The cumulative results of these studies reported that
lymphadenectomy did not improve disease-free survival (pooled hazard ratio [HR], 1.23; 95% confidence interval [CI], 0.96–1.58) and overall survival (pooled HR, 1.07; 95% CI, 0.81–1.43).[6, 7] These findings should be interpreted with caution, however, because of several pitfalls in the study design of both trials. First, they included a large proportion of low-risk women, which diluted the possible therapeutic effects of lymphadenectomy. Given the low rate of lymphatic spread in the early stage of disease (9%–13%), it is not surprising that the two trials SB525334 mouse failed to find any therapeutic role for pelvic lymphadenectomy in the low-risk population.
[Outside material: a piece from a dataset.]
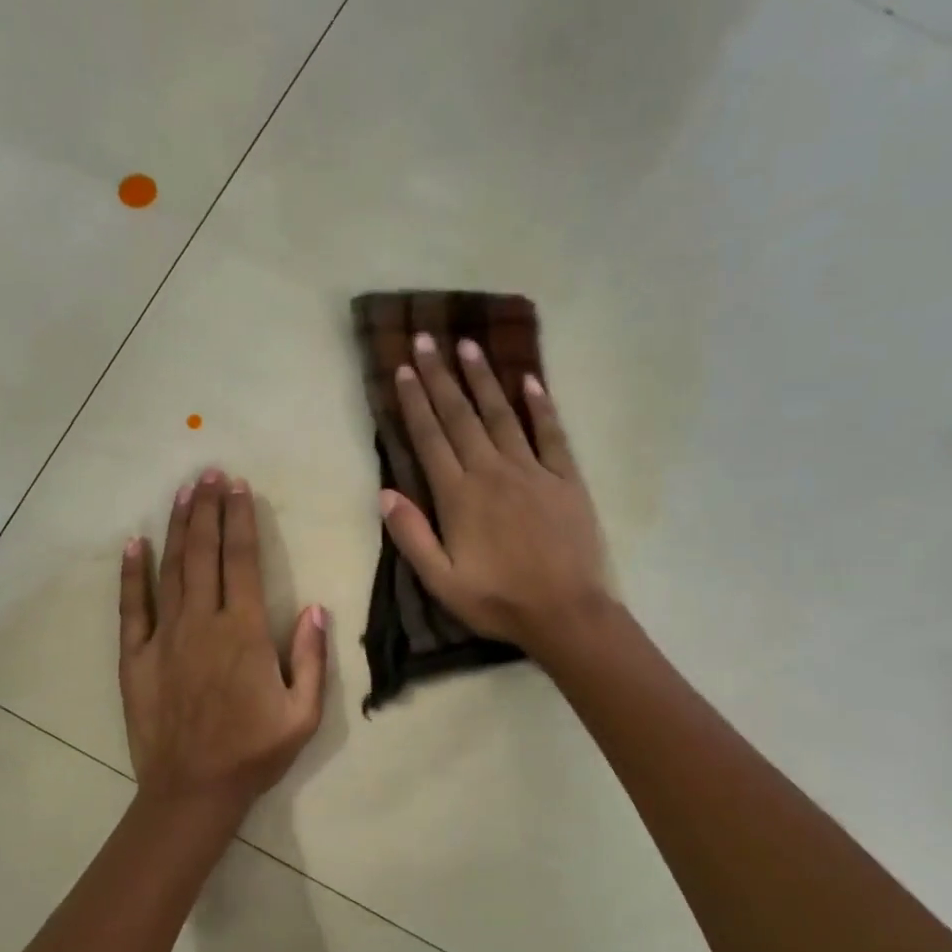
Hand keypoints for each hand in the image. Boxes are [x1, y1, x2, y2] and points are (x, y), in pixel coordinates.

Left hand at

Second, no clear indication was given for postoperative adjuvant therapy. One of the
main goals of lymphadenectomy MAPK Inhibitor Library in vitro is to tailor adjuvant treatment to decrease radiation-related morbidity in patients with negative nodes. However, the adjuvant therapy administration rate was similar in both study arms; this result obviously influenced postoperative outcomes. Third, neither trial evaluated appropriately the role of para-aortic lymphadenectomy. In patients with lymphatic spread, para-aortic node involvement occurs in 60% of patients with endometrioid EC and 70% of those with non-endometrioid EC.[8] Therefore, the performance of pelvic lymphadenectomy alone represents an incomplete surgical effort because of the partial removal of metastatic nodes. Additionally, in the ASTEC trial,[7] the number of pelvic nodes yielded was low in many of the patients. The median
number of pelvic nodes harvested was 12 (range, 1–59); moreover, in the lymphadenectomy arm, 241 women (35%) had nine or fewer nodes and 72 women (12%) had four or fewer nodes. Recently, in response to the current evidence that pelvic lymphadenectomy alone did not provide any significant benefit on EC, Todo et al.[9] designed a retrospective cohort TCL analysis (the SEPAL study) aimed at assessing the role of para-aortic lymphadenectomy. The authors compared outcomes of patients undergoing systematic pelvic lymphadenectomy or combined pelvic and para-aortic lymphadenectomy in intermediate- and high-risk EC patients. The SEPAL study showed that high-risk patients who had pelvic and para-aortic lymph node dissection experienced a longer overall survival than patients who had pelvic lymphadenectomy alone (HR, 0.53; 95% CI, 0.38–0.76; P < 0.001).